La réponse de Pierre Péju est non. Sa création faisait partie d’un cahier des charges qu’il s’était imposé à lui-même. Il fallait qu’il y ait un enfant, un homme et une femme, ne faisant pas partie d’un schéma familial. Ainsi, c’est son intuitivité qui a servi à créer l’histoire qui se termine tragiquement.  En anecdote par exemple, l’adaptation au cinéma de La Petite Chartreuse n’a pas respecté le dénouement de l’histoire car les distributeurs ne souhaitaient pas une fin aussi tragique.

– « Est-ce vous qui créez la quatrième de couverture ? »

Non. Ce n’est pas Pierre Péju qui a fait la quatrième de couverture pour la collection de poche.

« Être écrivain, est-ce une vocation ou un apprentissage ? »

Pour lui, être écrivain correspond à une vocation mais aussi, par un investissement et donc un apprentissage très intense. Lorsque l’on est écrivain selon Péju, on pense tout le temps à écrire par passion.

« Attachez-vous une certaine importance à évoquer des faits d’actualité dans vos livres ? »

Oui. Pour lui, l’actualité permet de rendre compte des choses et donne une réalité au livre. De plus, cela intervient pour donner une sensibilité aux personnages et les rendre plus crédibles. Cela permet également aux personnages d’évoluer en fonctions des évènements qu’ils subissent.

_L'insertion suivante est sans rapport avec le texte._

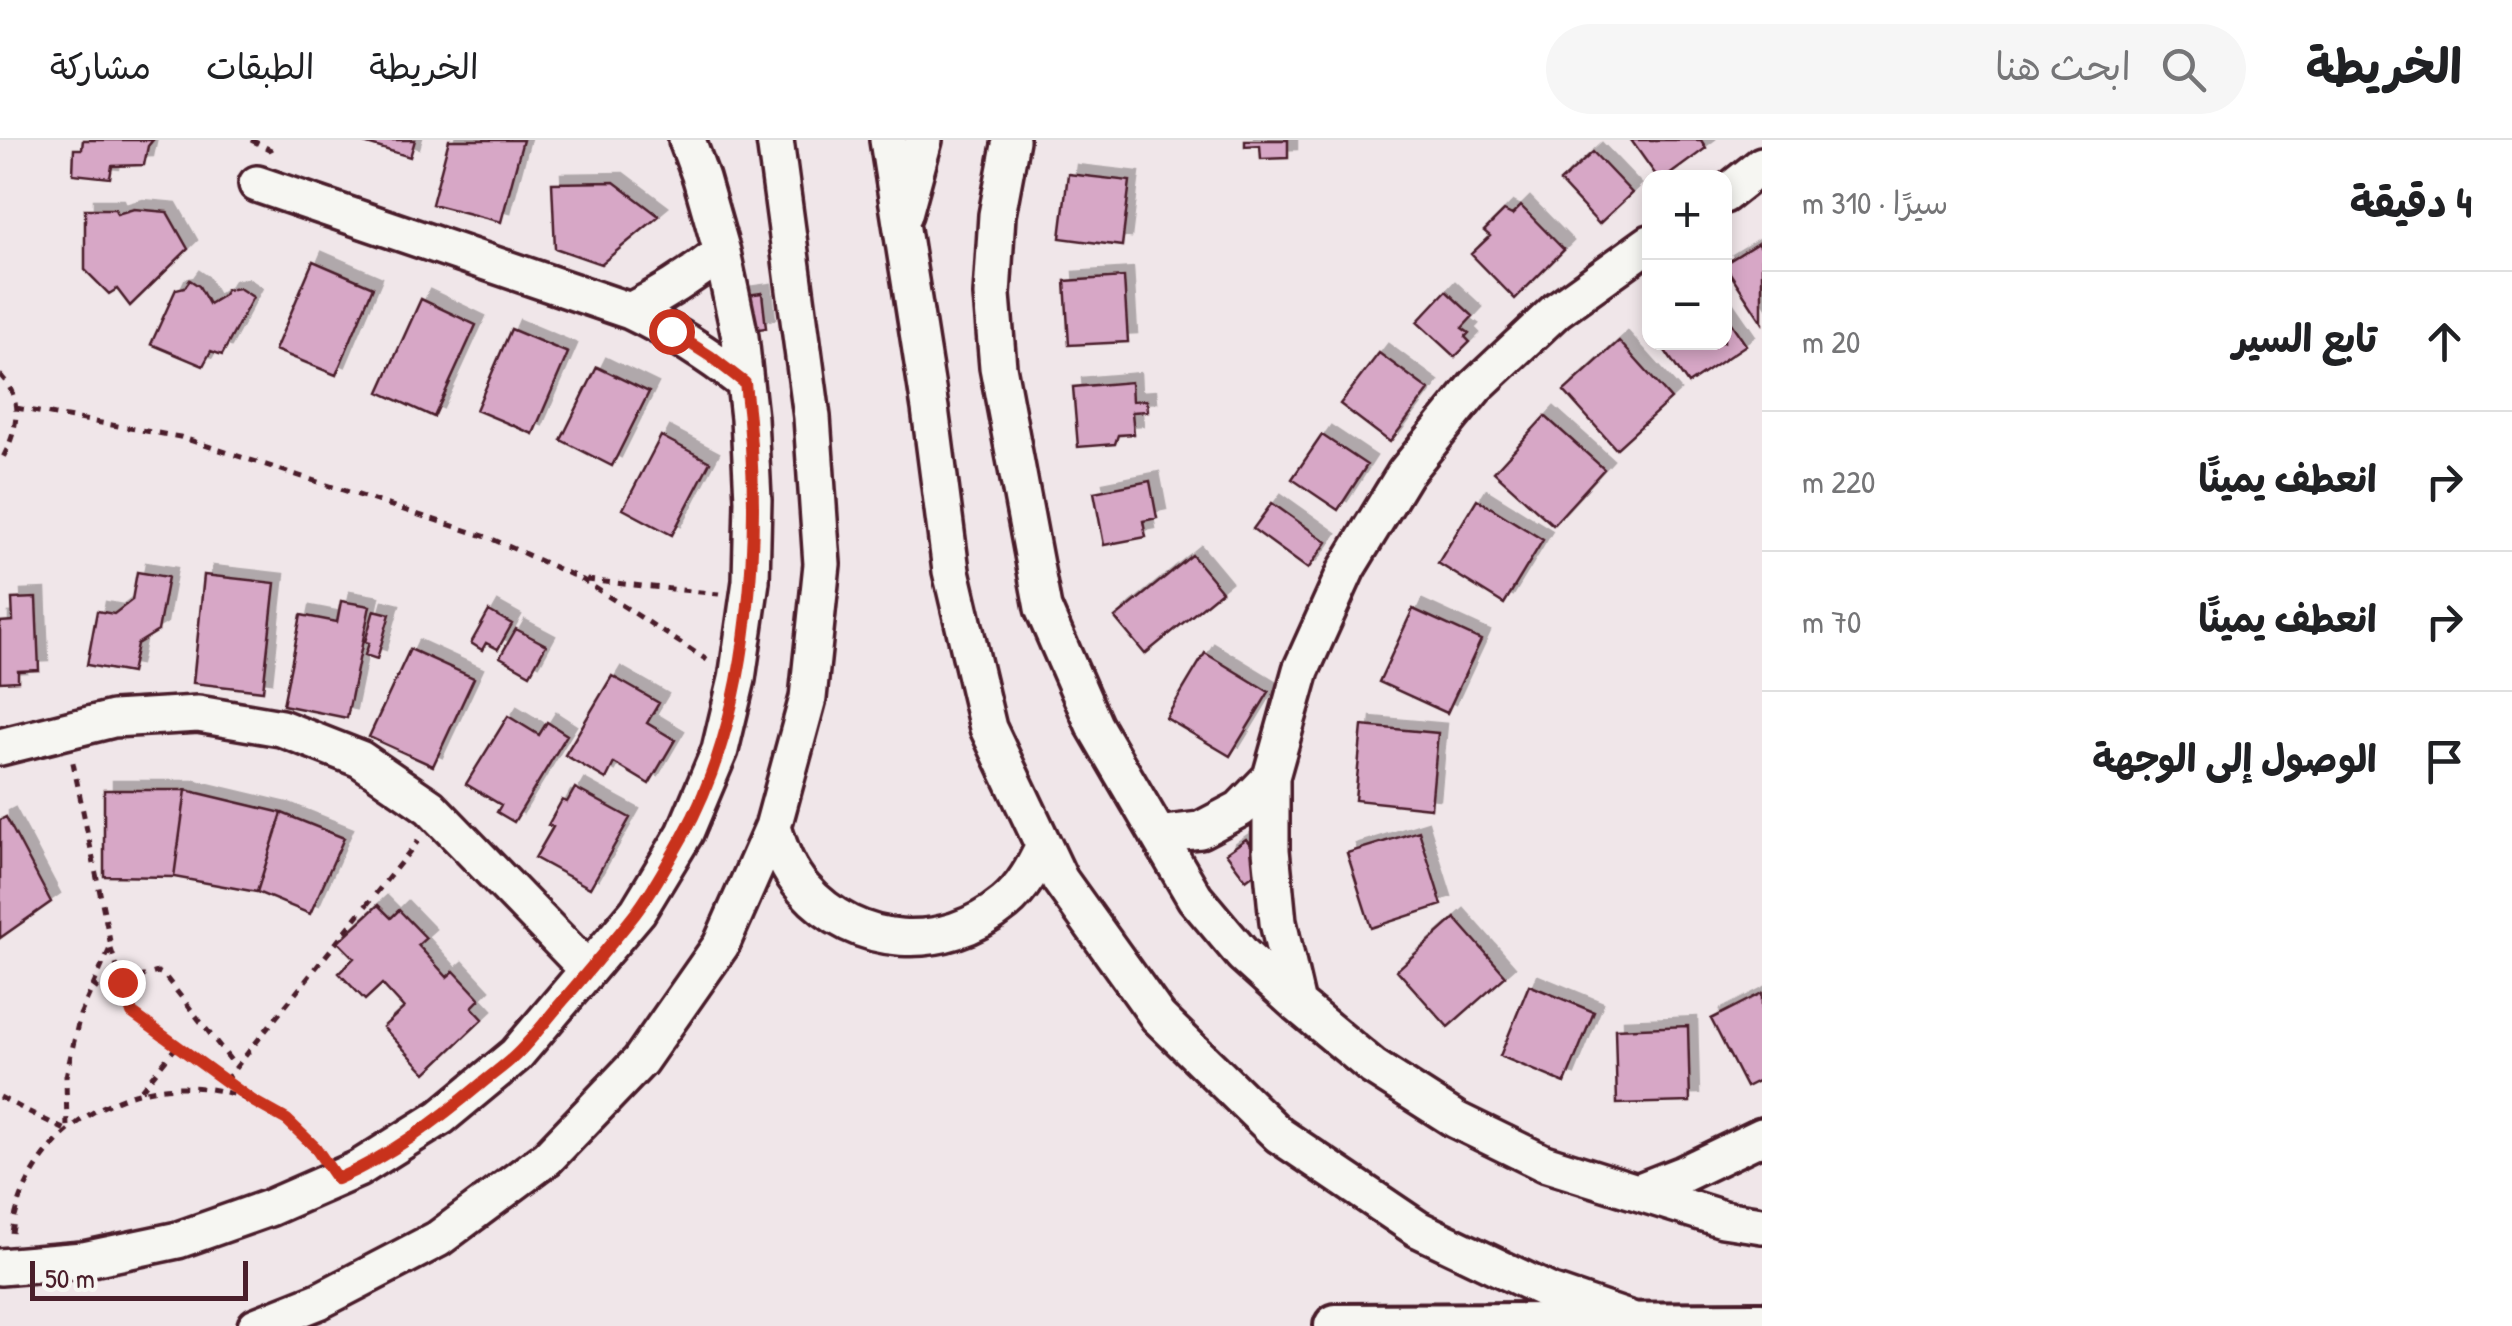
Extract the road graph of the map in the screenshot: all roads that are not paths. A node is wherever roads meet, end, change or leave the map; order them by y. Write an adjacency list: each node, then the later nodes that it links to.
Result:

« Pourquoi avez-vous choisi d’écrire des romans alors que la philosophie était votre domaine de prédilection ? »

Pierre Péju a une attirance pour l’art de l’écriture et une aisance dans le genre romanesque. Cependant, il a le souci de débattre et de poser des questions. Pour lui, la philosophie passe par le fait de réfléchir tout en racontant.

« Dans La Petite Chartreuse, un passage a retenu notre attention vis-à-vis de l’ange qui arrive sur terre en profitant de la mort d’une personne. Cela crée un paradoxe puisque les anges ont pour but de faire le Bien, cet ange ne devrait donc pas avoir d’effets néfastes sur la vie d’une personne. Qu’en pensez-vous ? »

Pierre Péju trouve cette question extrêmement intéressante. Il ne pensait pas du tout à cette façon d’interpréter ce passage. Cette question prenait donc part dans la logique d’une interprétation personnelle. Chaque lecteur peut donc déduire de l’histoire des interprétations auxquelles l’auteur n’avait pas forcément pensé.

– « La Chartreuse est-il un lieu de prédilection pour vous ? »

De nombreux paysages ont retenu son attention dans ces randonnées dans la Chartreuse. Cependant, une de ses visites lui a particulièrement plu : le Prieur de Salaise. Il a trouvé ce lieu absolument intéressant puisqu’il a pu vivre en inclusion dans une cellule de monastère. Il a aussi été charmé par les chants qu’il entendait. Cette ambiance lui a permis d’écrire et avoir beaucoup d’inspiration par la connivence avec la montagne.

A la suite de cette interview, nous avons eu droit à une séance de dédicaces.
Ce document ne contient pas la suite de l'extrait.